My brief elation flattened as I thought through my options once I was back inside the ship. I had no way to get off, short of trying to drop one of the lifeboats, which didn’t seem like a realistic option. Whether I left the cabin or stayed, I ran the risk of being caught by roving bands of infiltrators...or clubbed to death by Frank and Norma Jean from Great Falls once the Rooks convinced them I’d tortured and killed their pet poodle, Mr. Bigglesworth.
Giving a dark kind of laugh, I eased through the gap in the balcony door.
The room was empty.
For a moment I just stared at the darkened space, fighting to catch my breath. Even if there was a way to do it safely, I couldn’t leave the ship. I needed to find Chan, or Eliah. I needed help.
I’d take the stairs.
If they already had Revik—
But I couldn’t think about Revik yet.
Terian stared at the VR shadow of the squad leader.
“I am confused,” he said. “Please explain, ‘you lost her’...I am not following.”
“Sir.” The squad leader grew audibly nervous. “We made visual contact and she rabbited. We tracked her to a stateroom—” He cut himself off, sensing the other’s impatience. “We’ll find her, sir. We’re doing thermal scans of the wake now, in the event she jumped or fell—”
“Fell. As in, fell off the ship.” Terian’s lips twisted in puzzlement, replicated in painstaking accuracy by his virtual avatar. “Really. So that’s a possibility? The planet’s only living telekinetic seer may have accidentally ‘fallen off’ a moving vessel into freezing cold salt water...to be chopped into small pieces for the seals to eat? We are exploring that option, yes?”
“Sir, I—”
“Do you have any idea what I will do to you, if that scenario eventuates?”

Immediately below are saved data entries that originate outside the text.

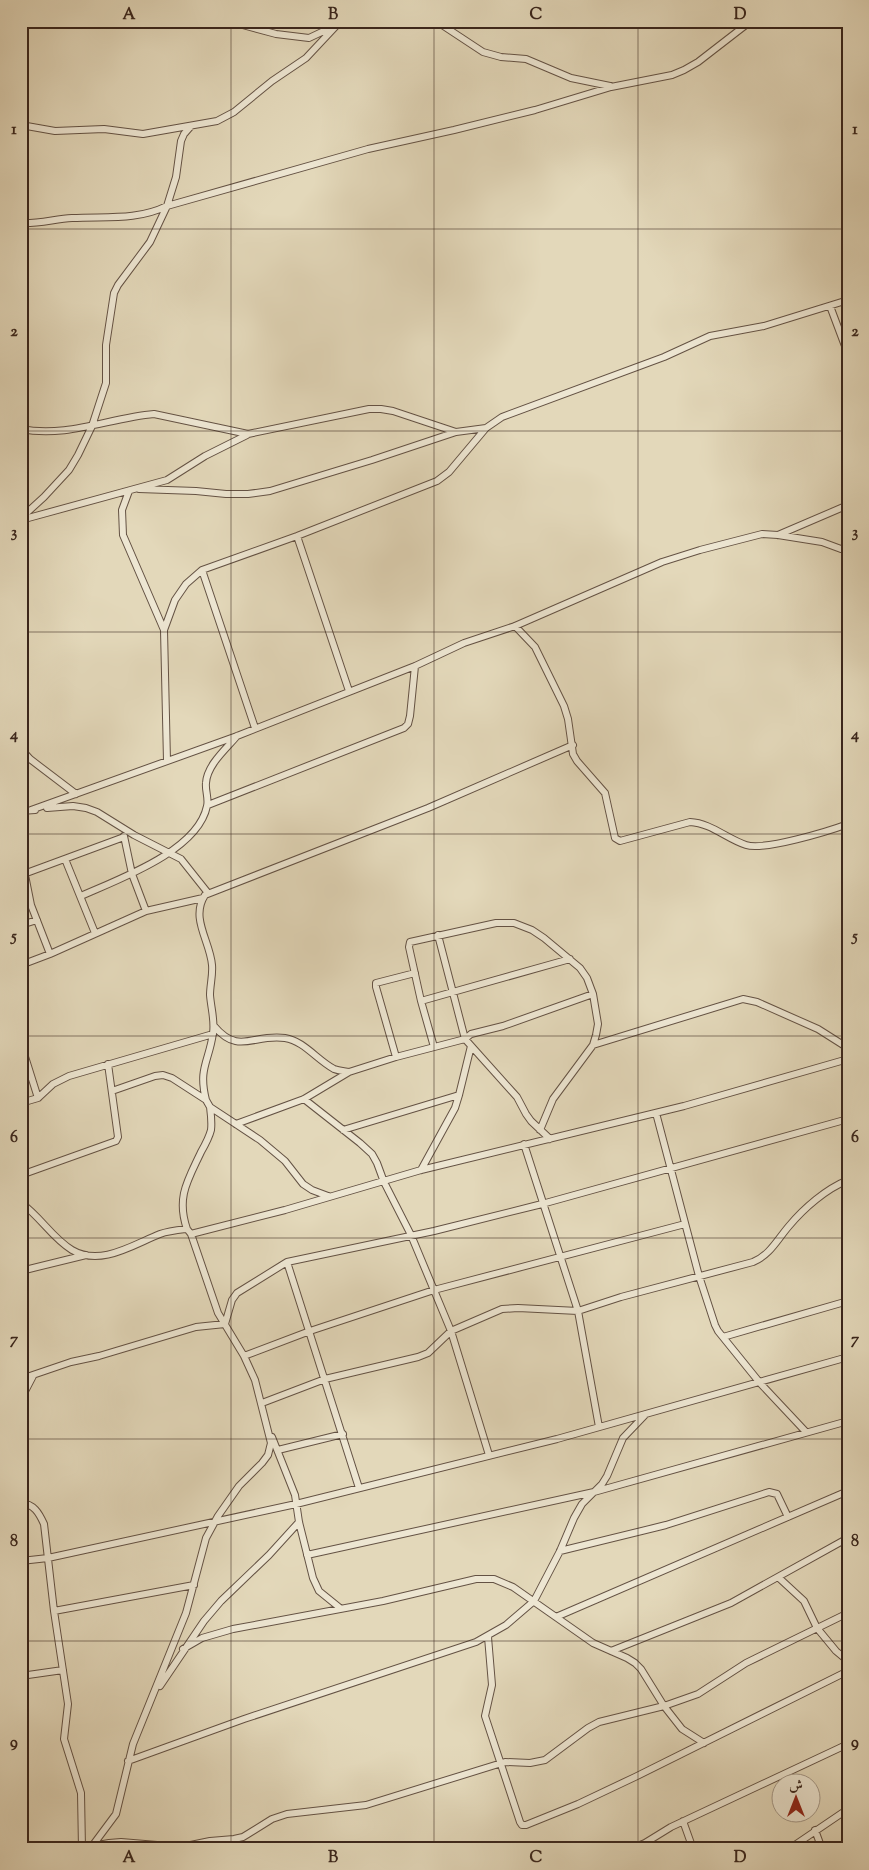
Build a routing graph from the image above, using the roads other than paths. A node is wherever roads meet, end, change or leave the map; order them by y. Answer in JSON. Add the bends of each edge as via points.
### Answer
{"nodes":[{"id":1,"x":228,"y":21,"type":"edge"},
{"id":2,"x":345,"y":21,"type":"edge"},
{"id":3,"x":436,"y":21,"type":"edge"},
{"id":4,"x":752,"y":21,"type":"edge"},
{"id":5,"x":336,"y":26,"type":"junction"},
{"id":6,"x":611,"y":87,"type":"junction"},
{"id":7,"x":21,"y":125,"type":"edge"},
{"id":8,"x":191,"y":126,"type":"junction"},
{"id":9,"x":167,"y":206,"type":"junction"},
{"id":10,"x":21,"y":223,"type":"edge"},
{"id":11,"x":848,"y":300,"type":"edge"},
{"id":12,"x":830,"y":306,"type":"junction"},
{"id":13,"x":848,"y":354,"type":"edge"},
{"id":14,"x":92,"y":426,"type":"junction"},
{"id":15,"x":486,"y":428,"type":"junction"},
{"id":16,"x":21,"y":429,"type":"edge"},
{"id":17,"x":456,"y":432,"type":"junction"},
{"id":18,"x":248,"y":434,"type":"junction"},
{"id":19,"x":139,"y":489,"type":"junction"},
{"id":20,"x":129,"y":491,"type":"junction"},
{"id":21,"x":848,"y":505,"type":"edge"},
{"id":22,"x":21,"y":519,"type":"edge"},
{"id":23,"x":778,"y":535,"type":"junction"},
{"id":24,"x":297,"y":536,"type":"junction"},
{"id":25,"x":848,"y":548,"type":"edge"},
{"id":26,"x":202,"y":570,"type":"junction"},
{"id":27,"x":515,"y":626,"type":"junction"},
{"id":28,"x":164,"y":630,"type":"junction"},
{"id":29,"x":415,"y":666,"type":"junction"},
{"id":30,"x":349,"y":690,"type":"junction"},
{"id":31,"x":255,"y":728,"type":"junction"},
{"id":32,"x":237,"y":736,"type":"junction"},
{"id":33,"x":573,"y":745,"type":"junction"},
{"id":34,"x":21,"y":750,"type":"edge"},
{"id":35,"x":167,"y":761,"type":"junction"},
{"id":36,"x":76,"y":794,"type":"junction"},
{"id":37,"x":208,"y":805,"type":"junction"},
{"id":38,"x":31,"y":810,"type":"junction"},
{"id":39,"x":21,"y":811,"type":"edge"},
{"id":40,"x":848,"y":824,"type":"edge"},
{"id":41,"x":122,"y":828,"type":"junction"},
{"id":42,"x":124,"y":837,"type":"junction"},
{"id":43,"x":169,"y":853,"type":"junction"},
{"id":44,"x":21,"y":855,"type":"edge"},
{"id":45,"x":64,"y":859,"type":"junction"},
{"id":46,"x":23,"y":874,"type":"edge"},
{"id":47,"x":132,"y":874,"type":"junction"},
{"id":48,"x":205,"y":895,"type":"junction"},
{"id":49,"x":81,"y":896,"type":"junction"},
{"id":50,"x":146,"y":911,"type":"junction"},
{"id":51,"x":37,"y":920,"type":"junction"},
{"id":52,"x":21,"y":925,"type":"edge"},
{"id":53,"x":95,"y":933,"type":"junction"},
{"id":54,"x":438,"y":935,"type":"junction"},
{"id":55,"x":50,"y":954,"type":"junction"},
{"id":56,"x":570,"y":960,"type":"junction"},
{"id":57,"x":21,"y":965,"type":"edge"},
{"id":58,"x":415,"y":973,"type":"junction"},
{"id":59,"x":452,"y":992,"type":"junction"},
{"id":60,"x":593,"y":994,"type":"junction"},
{"id":61,"x":421,"y":1001,"type":"junction"},
{"id":62,"x":214,"y":1026,"type":"junction"},
{"id":63,"x":213,"y":1034,"type":"junction"},
{"id":64,"x":465,"y":1039,"type":"junction"},
{"id":65,"x":21,"y":1044,"type":"edge"},
{"id":66,"x":593,"y":1045,"type":"junction"},
{"id":67,"x":471,"y":1046,"type":"junction"},
{"id":68,"x":434,"y":1047,"type":"junction"},
{"id":69,"x":848,"y":1048,"type":"edge"},
{"id":70,"x":396,"y":1057,"type":"junction"},
{"id":71,"x":848,"y":1059,"type":"edge"},
{"id":72,"x":108,"y":1064,"type":"junction"},
{"id":73,"x":349,"y":1072,"type":"junction"},
{"id":74,"x":112,"y":1091,"type":"junction"},
{"id":75,"x":460,"y":1095,"type":"junction"},
{"id":76,"x":38,"y":1098,"type":"junction"},
{"id":77,"x":304,"y":1099,"type":"junction"},
{"id":78,"x":206,"y":1100,"type":"junction"},
{"id":79,"x":21,"y":1103,"type":"edge"},
{"id":80,"x":210,"y":1107,"type":"junction"},
{"id":81,"x":656,"y":1113,"type":"junction"},
{"id":82,"x":848,"y":1119,"type":"edge"},
{"id":83,"x":236,"y":1124,"type":"junction"},
{"id":84,"x":343,"y":1130,"type":"junction"},
{"id":85,"x":540,"y":1130,"type":"junction"},
{"id":86,"x":550,"y":1138,"type":"junction"},
{"id":87,"x":524,"y":1144,"type":"junction"},
{"id":88,"x":670,"y":1168,"type":"junction"},
{"id":89,"x":421,"y":1170,"type":"junction"},
{"id":90,"x":21,"y":1175,"type":"edge"},
{"id":91,"x":848,"y":1180,"type":"edge"},
{"id":92,"x":384,"y":1182,"type":"junction"},
{"id":93,"x":329,"y":1196,"type":"junction"},
{"id":94,"x":21,"y":1203,"type":"edge"},
{"id":95,"x":542,"y":1204,"type":"junction"},
{"id":96,"x":685,"y":1224,"type":"junction"},
{"id":97,"x":189,"y":1232,"type":"junction"},
{"id":98,"x":411,"y":1236,"type":"junction"},
{"id":99,"x":86,"y":1255,"type":"junction"},
{"id":100,"x":560,"y":1258,"type":"junction"},
{"id":101,"x":287,"y":1262,"type":"junction"},
{"id":102,"x":21,"y":1270,"type":"edge"},
{"id":103,"x":699,"y":1276,"type":"junction"},
{"id":104,"x":434,"y":1290,"type":"junction"},
{"id":105,"x":848,"y":1301,"type":"edge"},
{"id":106,"x":578,"y":1311,"type":"junction"},
{"id":107,"x":224,"y":1324,"type":"junction"},
{"id":108,"x":310,"y":1331,"type":"junction"},
{"id":109,"x":451,"y":1331,"type":"junction"},
{"id":110,"x":723,"y":1337,"type":"junction"},
{"id":111,"x":244,"y":1356,"type":"junction"},
{"id":112,"x":848,"y":1358,"type":"edge"},
{"id":113,"x":33,"y":1376,"type":"junction"},
{"id":114,"x":21,"y":1378,"type":"edge"},
{"id":115,"x":325,"y":1380,"type":"junction"},
{"id":116,"x":760,"y":1383,"type":"junction"},
{"id":117,"x":21,"y":1399,"type":"edge"},
{"id":118,"x":262,"y":1403,"type":"junction"},
{"id":119,"x":646,"y":1414,"type":"junction"},
{"id":120,"x":848,"y":1420,"type":"edge"},
{"id":121,"x":599,"y":1427,"type":"junction"},
{"id":122,"x":270,"y":1432,"type":"junction"},
{"id":123,"x":806,"y":1432,"type":"junction"},
{"id":124,"x":343,"y":1434,"type":"junction"},
{"id":125,"x":278,"y":1450,"type":"junction"},
{"id":126,"x":489,"y":1455,"type":"junction"},
{"id":127,"x":360,"y":1488,"type":"junction"},
{"id":128,"x":594,"y":1492,"type":"junction"},
{"id":129,"x":848,"y":1492,"type":"edge"},
{"id":130,"x":21,"y":1503,"type":"edge"},
{"id":131,"x":296,"y":1504,"type":"junction"},
{"id":132,"x":788,"y":1517,"type":"junction"},
{"id":133,"x":214,"y":1522,"type":"junction"},
{"id":134,"x":299,"y":1522,"type":"junction"},
{"id":135,"x":848,"y":1538,"type":"edge"},
{"id":136,"x":560,"y":1551,"type":"junction"},
{"id":137,"x":308,"y":1555,"type":"junction"},
{"id":138,"x":48,"y":1558,"type":"junction"},
{"id":139,"x":21,"y":1561,"type":"edge"},
{"id":140,"x":778,"y":1577,"type":"junction"},
{"id":141,"x":194,"y":1585,"type":"junction"},
{"id":142,"x":534,"y":1601,"type":"junction"},
{"id":143,"x":340,"y":1608,"type":"junction"},
{"id":144,"x":54,"y":1611,"type":"junction"},
{"id":145,"x":848,"y":1612,"type":"edge"},
{"id":146,"x":556,"y":1617,"type":"junction"},
{"id":147,"x":817,"y":1628,"type":"junction"},
{"id":148,"x":488,"y":1637,"type":"junction"},
{"id":149,"x":183,"y":1649,"type":"junction"},
{"id":150,"x":611,"y":1651,"type":"junction"},
{"id":151,"x":848,"y":1661,"type":"edge"},
{"id":152,"x":63,"y":1670,"type":"junction"},
{"id":153,"x":846,"y":1672,"type":"edge"},
{"id":154,"x":21,"y":1676,"type":"edge"},
{"id":155,"x":848,"y":1680,"type":"edge"},
{"id":156,"x":151,"y":1700,"type":"junction"},
{"id":157,"x":664,"y":1706,"type":"junction"},
{"id":158,"x":704,"y":1743,"type":"junction"},
{"id":159,"x":848,"y":1744,"type":"edge"},
{"id":160,"x":128,"y":1761,"type":"junction"},
{"id":161,"x":500,"y":1763,"type":"junction"},
{"id":162,"x":848,"y":1809,"type":"edge"},
{"id":163,"x":683,"y":1821,"type":"junction"},
{"id":164,"x":815,"y":1830,"type":"junction"},
{"id":165,"x":91,"y":1848,"type":"edge"},
{"id":166,"x":22,"y":1849,"type":"edge"},
{"id":167,"x":45,"y":1849,"type":"edge"},
{"id":168,"x":82,"y":1849,"type":"edge"},
{"id":169,"x":630,"y":1849,"type":"edge"},
{"id":170,"x":692,"y":1849,"type":"edge"},
{"id":171,"x":789,"y":1849,"type":"edge"},
{"id":172,"x":822,"y":1849,"type":"edge"}],
"edges":[{"from":1,"to":5,"type":"street","via":[[276,34],[309,38]]},
{"from":2,"to":5,"type":"street"},
{"from":3,"to":6,"type":"street","via":[[464,41],[492,55],[526,59],[571,78]]},
{"from":4,"to":6,"type":"street","via":[[684,70]]},
{"from":5,"to":8,"type":"street","via":[[306,58],[234,112],[223,119]]},
{"from":6,"to":9,"type":"street","via":[[535,110],[368,149]]},
{"from":7,"to":8,"type":"street","via":[[55,131],[104,130],[143,134]]},
{"from":8,"to":9,"type":"street","via":[[181,142],[176,177]]},
{"from":9,"to":10,"type":"street","via":[[152,214],[137,216]]},
{"from":9,"to":14,"type":"street","via":[[150,242],[114,293],[106,345],[106,383]]},
{"from":11,"to":12,"type":"street"},
{"from":12,"to":13,"type":"street"},
{"from":12,"to":15,"type":"street","via":[[764,326],[710,336],[664,357],[502,417]]},
{"from":14,"to":16,"type":"street","via":[[44,432]]},
{"from":14,"to":18,"type":"street","via":[[154,414]]},
{"from":14,"to":22,"type":"street","via":[[69,470]]},
{"from":15,"to":17,"type":"street"},
{"from":15,"to":24,"type":"street","via":[[449,472],[436,481]]},
{"from":17,"to":18,"type":"street","via":[[381,408]]},
{"from":17,"to":19,"type":"street","via":[[270,491],[234,494]]},
{"from":18,"to":19,"type":"street","via":[[167,480]]},
{"from":19,"to":20,"type":"street"},
{"from":20,"to":22,"type":"street"},
{"from":20,"to":28,"type":"street","via":[[122,510],[123,534]]},
{"from":21,"to":23,"type":"street"},
{"from":23,"to":25,"type":"street"},
{"from":23,"to":27,"type":"street","via":[[754,536],[662,562]]},
{"from":24,"to":26,"type":"street"},
{"from":24,"to":30,"type":"street"},
{"from":26,"to":28,"type":"street","via":[[186,584],[175,600]]},
{"from":26,"to":31,"type":"street"},
{"from":27,"to":29,"type":"street","via":[[464,643]]},
{"from":27,"to":33,"type":"street","via":[[535,647],[568,719]]},
{"from":28,"to":35,"type":"street"},
{"from":29,"to":30,"type":"street"},
{"from":29,"to":37,"type":"street","via":[[410,716],[404,728]]},
{"from":30,"to":31,"type":"street"},
{"from":31,"to":32,"type":"street"},
{"from":32,"to":35,"type":"street"},
{"from":32,"to":37,"type":"street","via":[[208,775]]},
{"from":33,"to":40,"type":"street","via":[[577,761],[605,793],[615,838],[620,841],[690,822],[707,825],[745,845],[762,846]]},
{"from":33,"to":48,"type":"street","via":[[428,808]]},
{"from":34,"to":36,"type":"street"},
{"from":35,"to":36,"type":"street"},
{"from":36,"to":38,"type":"street"},
{"from":37,"to":43,"type":"street","via":[[197,829]]},
{"from":38,"to":39,"type":"street"},
{"from":38,"to":41,"type":"street","via":[[86,808]]},
{"from":41,"to":42,"type":"street"},
{"from":41,"to":43,"type":"street"},
{"from":42,"to":45,"type":"street"},
{"from":42,"to":47,"type":"street"},
{"from":43,"to":47,"type":"street"},
{"from":43,"to":48,"type":"street","via":[[181,859]]},
{"from":44,"to":46,"type":"street"},
{"from":45,"to":46,"type":"street"},
{"from":45,"to":49,"type":"street"},
{"from":46,"to":51,"type":"street"},
{"from":47,"to":49,"type":"street"},
{"from":47,"to":50,"type":"street"},
{"from":48,"to":50,"type":"street"},
{"from":48,"to":62,"type":"street","via":[[199,914],[212,964],[210,996]]},
{"from":49,"to":53,"type":"street"},
{"from":50,"to":53,"type":"street"},
{"from":51,"to":52,"type":"street"},
{"from":51,"to":55,"type":"street"},
{"from":53,"to":55,"type":"street"},
{"from":54,"to":56,"type":"street","via":[[496,923],[514,924],[538,934]]},
{"from":54,"to":58,"type":"street","via":[[410,942]]},
{"from":54,"to":59,"type":"street"},
{"from":55,"to":57,"type":"street"},
{"from":56,"to":59,"type":"street"},
{"from":56,"to":60,"type":"street","via":[[580,968]]},
{"from":58,"to":61,"type":"street"},
{"from":58,"to":70,"type":"street","via":[[376,983]]},
{"from":59,"to":61,"type":"street"},
{"from":59,"to":64,"type":"street"},
{"from":60,"to":64,"type":"street","via":[[471,1034]]},
{"from":60,"to":66,"type":"street","via":[[598,1024]]},
{"from":61,"to":68,"type":"street"},
{"from":62,"to":63,"type":"street"},
{"from":62,"to":73,"type":"street","via":[[223,1037],[240,1042],[273,1038],[295,1041],[336,1070]]},
{"from":63,"to":72,"type":"street"},
{"from":63,"to":78,"type":"street","via":[[202,1076]]},
{"from":64,"to":67,"type":"street"},
{"from":64,"to":68,"type":"street"},
{"from":65,"to":76,"type":"street"},
{"from":66,"to":69,"type":"street","via":[[743,999],[818,1029]]},
{"from":66,"to":85,"type":"street","via":[[553,1099]]},
{"from":67,"to":75,"type":"street"},
{"from":67,"to":85,"type":"street","via":[[518,1097],[526,1114]]},
{"from":68,"to":70,"type":"street"},
{"from":70,"to":73,"type":"street"},
{"from":71,"to":81,"type":"street"},
{"from":72,"to":74,"type":"street"},
{"from":72,"to":76,"type":"street","via":[[60,1079]]},
{"from":73,"to":77,"type":"street"},
{"from":74,"to":78,"type":"street","via":[[163,1075]]},
{"from":74,"to":90,"type":"street","via":[[116,1141]]},
{"from":75,"to":84,"type":"street"},
{"from":75,"to":89,"type":"street"},
{"from":76,"to":79,"type":"street"},
{"from":77,"to":83,"type":"street"},
{"from":77,"to":84,"type":"street"},
{"from":78,"to":80,"type":"street"},
{"from":80,"to":83,"type":"street"},
{"from":80,"to":97,"type":"street","via":[[210,1133],[183,1192],[182,1216]]},
{"from":81,"to":86,"type":"street"},
{"from":81,"to":88,"type":"street"},
{"from":82,"to":88,"type":"street"},
{"from":83,"to":93,"type":"street","via":[[285,1161],[308,1187]]},
{"from":84,"to":92,"type":"street","via":[[372,1154]]},
{"from":85,"to":86,"type":"street"},
{"from":86,"to":87,"type":"street"},
{"from":87,"to":89,"type":"street"},
{"from":87,"to":95,"type":"street"},
{"from":88,"to":95,"type":"street"},
{"from":88,"to":96,"type":"street"},
{"from":89,"to":92,"type":"street"},
{"from":91,"to":103,"type":"street","via":[[833,1187],[803,1212],[763,1258]]},
{"from":92,"to":93,"type":"street"},
{"from":92,"to":98,"type":"street"},
{"from":93,"to":97,"type":"street","via":[[285,1210]]},
{"from":94,"to":99,"type":"street","via":[[58,1240]]},
{"from":95,"to":98,"type":"street"},
{"from":95,"to":100,"type":"street"},
{"from":96,"to":100,"type":"street"},
{"from":96,"to":103,"type":"street"},
{"from":97,"to":99,"type":"street","via":[[161,1234],[114,1253]]},
{"from":97,"to":107,"type":"street"},
{"from":98,"to":101,"type":"street"},
{"from":98,"to":104,"type":"street"},
{"from":99,"to":102,"type":"street"},
{"from":100,"to":104,"type":"street"},
{"from":100,"to":106,"type":"street"},
{"from":101,"to":107,"type":"street","via":[[237,1293]]},
{"from":101,"to":108,"type":"street"},
{"from":103,"to":106,"type":"street"},
{"from":103,"to":110,"type":"street","via":[[715,1325]]},
{"from":104,"to":108,"type":"street"},
{"from":104,"to":109,"type":"street"},
{"from":105,"to":110,"type":"street"},
{"from":106,"to":109,"type":"street","via":[[502,1309]]},
{"from":106,"to":121,"type":"street"},
{"from":107,"to":111,"type":"street"},
{"from":107,"to":113,"type":"street","via":[[196,1327]]},
{"from":108,"to":111,"type":"street"},
{"from":108,"to":115,"type":"street"},
{"from":109,"to":115,"type":"street","via":[[418,1357]]},
{"from":109,"to":126,"type":"street"},
{"from":110,"to":116,"type":"street"},
{"from":111,"to":118,"type":"street"},
{"from":112,"to":116,"type":"street"},
{"from":113,"to":114,"type":"street"},
{"from":113,"to":117,"type":"street"},
{"from":115,"to":118,"type":"street"},
{"from":115,"to":124,"type":"street"},
{"from":116,"to":119,"type":"street"},
{"from":116,"to":123,"type":"street"},
{"from":118,"to":122,"type":"street"},
{"from":119,"to":121,"type":"street"},
{"from":119,"to":128,"type":"street","via":[[623,1438],[607,1476]]},
{"from":120,"to":123,"type":"street"},
{"from":121,"to":126,"type":"street"},
{"from":122,"to":125,"type":"street"},
{"from":122,"to":133,"type":"street","via":[[272,1443],[268,1455],[238,1486]]},
{"from":123,"to":128,"type":"street"},
{"from":124,"to":125,"type":"street"},
{"from":124,"to":127,"type":"street"},
{"from":125,"to":131,"type":"street"},
{"from":126,"to":127,"type":"street"},
{"from":127,"to":131,"type":"street"},
{"from":128,"to":136,"type":"street","via":[[582,1504]]},
{"from":128,"to":137,"type":"street"},
{"from":129,"to":132,"type":"street"},
{"from":130,"to":138,"type":"street","via":[[40,1514]]},
{"from":131,"to":133,"type":"street"},
{"from":131,"to":134,"type":"street"},
{"from":132,"to":136,"type":"street","via":[[777,1494],[770,1492],[666,1525]]},
{"from":132,"to":146,"type":"street"},
{"from":133,"to":138,"type":"street"},
{"from":133,"to":141,"type":"street","via":[[206,1538]]},
{"from":134,"to":137,"type":"street"},
{"from":134,"to":149,"type":"street","via":[[221,1602]]},
{"from":135,"to":140,"type":"street"},
{"from":136,"to":142,"type":"street"},
{"from":137,"to":143,"type":"street","via":[[319,1591]]},
{"from":138,"to":139,"type":"street"},
{"from":138,"to":144,"type":"street"},
{"from":140,"to":147,"type":"street","via":[[804,1601]]},
{"from":140,"to":150,"type":"street","via":[[731,1604]]},
{"from":141,"to":144,"type":"street"},
{"from":141,"to":156,"type":"street"},
{"from":142,"to":143,"type":"street","via":[[503,1581],[476,1579]]},
{"from":142,"to":146,"type":"street"},
{"from":142,"to":148,"type":"street"},
{"from":143,"to":149,"type":"street","via":[[234,1629],[202,1638]]},
{"from":144,"to":152,"type":"street"},
{"from":145,"to":147,"type":"street"},
{"from":146,"to":150,"type":"street","via":[[593,1644]]},
{"from":147,"to":151,"type":"street"},
{"from":147,"to":157,"type":"street","via":[[734,1669],[706,1690]]},
{"from":148,"to":160,"type":"street"},
{"from":148,"to":161,"type":"street","via":[[492,1685],[486,1716]]},
{"from":149,"to":156,"type":"street"},
{"from":150,"to":157,"type":"street","via":[[641,1669]]},
{"from":152,"to":154,"type":"street"},
{"from":152,"to":168,"type":"street","via":[[68,1704],[64,1739],[81,1793]]},
{"from":153,"to":155,"type":"street"},
{"from":153,"to":158,"type":"street"},
{"from":156,"to":160,"type":"street"},
{"from":157,"to":158,"type":"street","via":[[682,1729]]},
{"from":157,"to":161,"type":"street","via":[[599,1722],[545,1760]]},
{"from":158,"to":161,"type":"street","via":[[578,1804],[526,1825],[520,1822]]},
{"from":159,"to":163,"type":"street"},
{"from":160,"to":165,"type":"street","via":[[116,1814]]},
{"from":161,"to":165,"type":"street","via":[[366,1805],[287,1814],[234,1839],[181,1847],[109,1842]]},
{"from":162,"to":164,"type":"street"},
{"from":163,"to":169,"type":"street"},
{"from":163,"to":170,"type":"street"},
{"from":164,"to":171,"type":"street"},
{"from":164,"to":172,"type":"street"},
{"from":166,"to":167,"type":"street"}]}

The infiltrator’s shadow fell silent.
Terian said, “Yes. Good. Now, I would like you to explore options other than the ‘falling off’ one you seem so fond of...”
“Yes, sir. Of course, we—”
Terian terminated the link.
As his physical vision cleared, he found himself staring around at a damaged segment of corridor on the fifth deck, illuminated only by the sickly glow of an organic yisso torch.
It looked like what it was—the scene of a prolonged gunfight in a relatively tight space. They’d locked him down in one segment of corridor, but it took more than an hour to subdue him from there. The pastel and gold ship’s interior was barely recognizable.
As the torch panned, the swath of light illuminated holes in plaster walls. One still smoked, but they had finally gotten the last of the guns away from him, too.
Terian’s extraction team stood in an uneven half circle now, staring down at a being that was finally on the ground, although still not fully unconscious. Two of the med techs hunched over him, trying to assess the damage to his nervous system, if any, from the third dart they’d finally hit him with.
“He wasn’t to be killed,” Terian muttered. He looked at the leader of the extraction team. “He wasn’t to be killed, Varlan...I said two darts. No more.”